Ne var ki, Irak’ın parçalanması ve Türkiye’nin Güneydoğusu’nun “bağımsız” Kürdistan’ın çekim alanına girmesini öngören en kötü durum senaryosu uyarınca icat edilmiş milliyetçi paranoyaya kapılanların gördükleri sanrının aksine “uluslararası topluluk”un böyle bir kaosu istemediği ve buna seyirci kalmayacağı ortada. Uluslararası sermayenin, cumhurbaşkanlığı seçimi dolayısıyla oluşan, sahici bir toplumsal temelden yoksun gerilimler dolayısıyla Türkiye’nin bir darbe ya da bir çeşit iç savaşa sürüklenmesine rıza göstereceğini düşünmek gerçekçi olmaz. Sermeyenin Cumhurbaşkanlığı için en uygun bulduğu adayın Tayyip Erdoğan olmadığı da, onun Cumhurbaşkanlığını her ne pahasına olursa olsun önlemek için çabalamayacağı da ortada: TÜSİAD’ın ağzından açıkça söylediler: “Olmazsa daha iyi, olursa da ne yapalım!”

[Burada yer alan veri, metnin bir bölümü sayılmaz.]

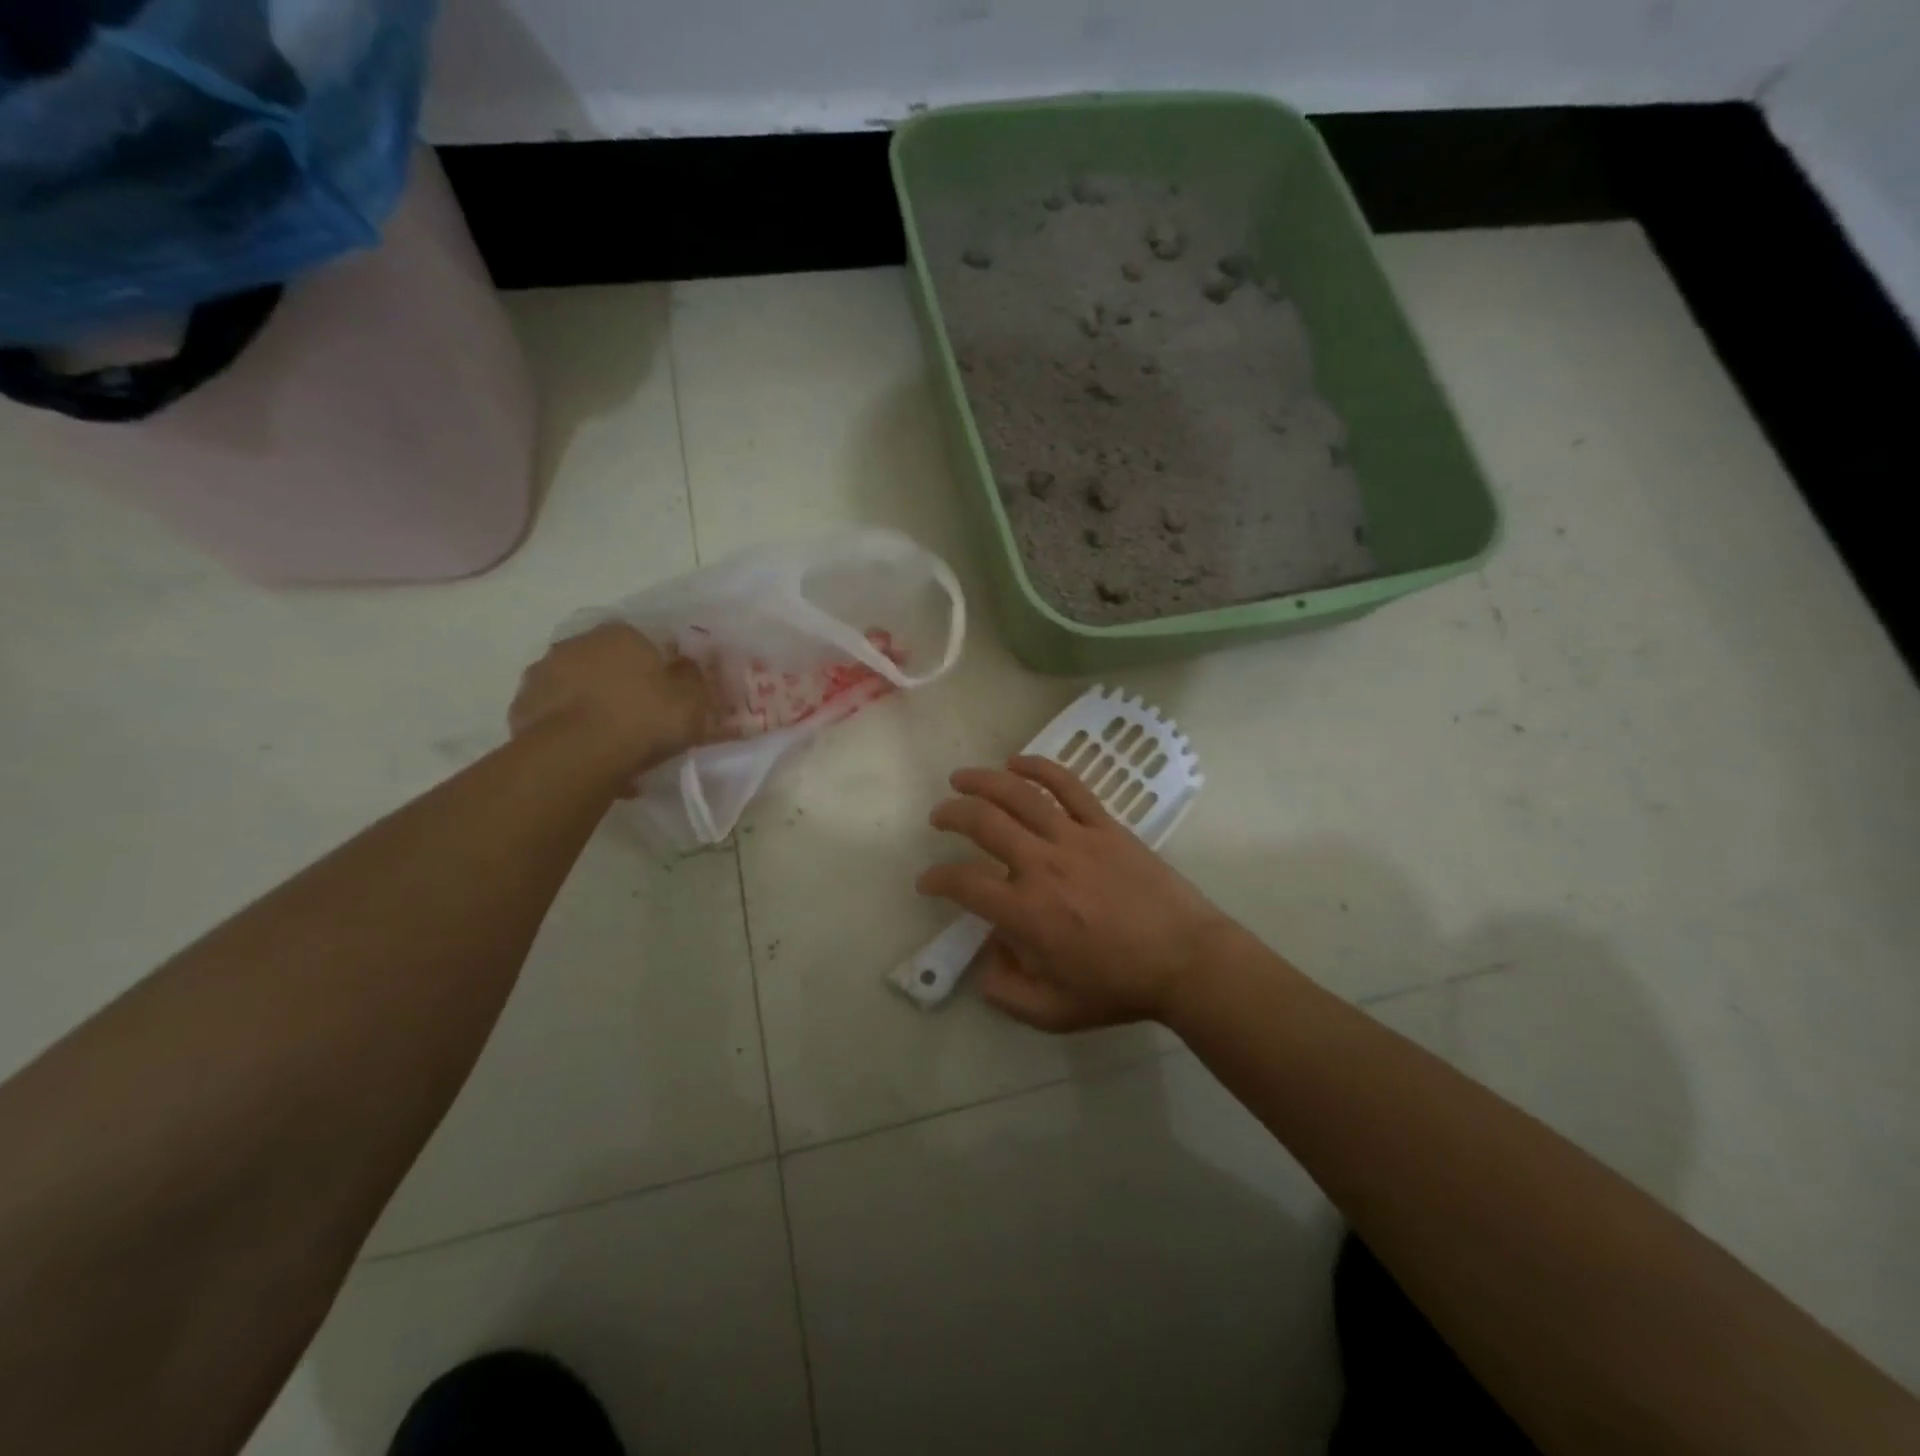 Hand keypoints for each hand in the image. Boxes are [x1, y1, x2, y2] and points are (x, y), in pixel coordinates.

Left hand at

Antidemokratik Cumhurbaşkanlığı, oligarşik seçim
Ancak, 12 Eylül rejiminin süreklileştirilmesini sağlamak üzere diktatör yetkileriyle, yürütmenin başı olarak Anayasal güçle donatılan bu antidemokratik iktidar odağına, emekçilerin ve solun uhrevi bir anlam yüklemesi için de; halkın sözünün olmadığı, fikrinin sorulmadığı oligarşik bir seçim dolayısıyla Deniz Baykal’ın CHP’sinin peşine takılması için de bir neden yok.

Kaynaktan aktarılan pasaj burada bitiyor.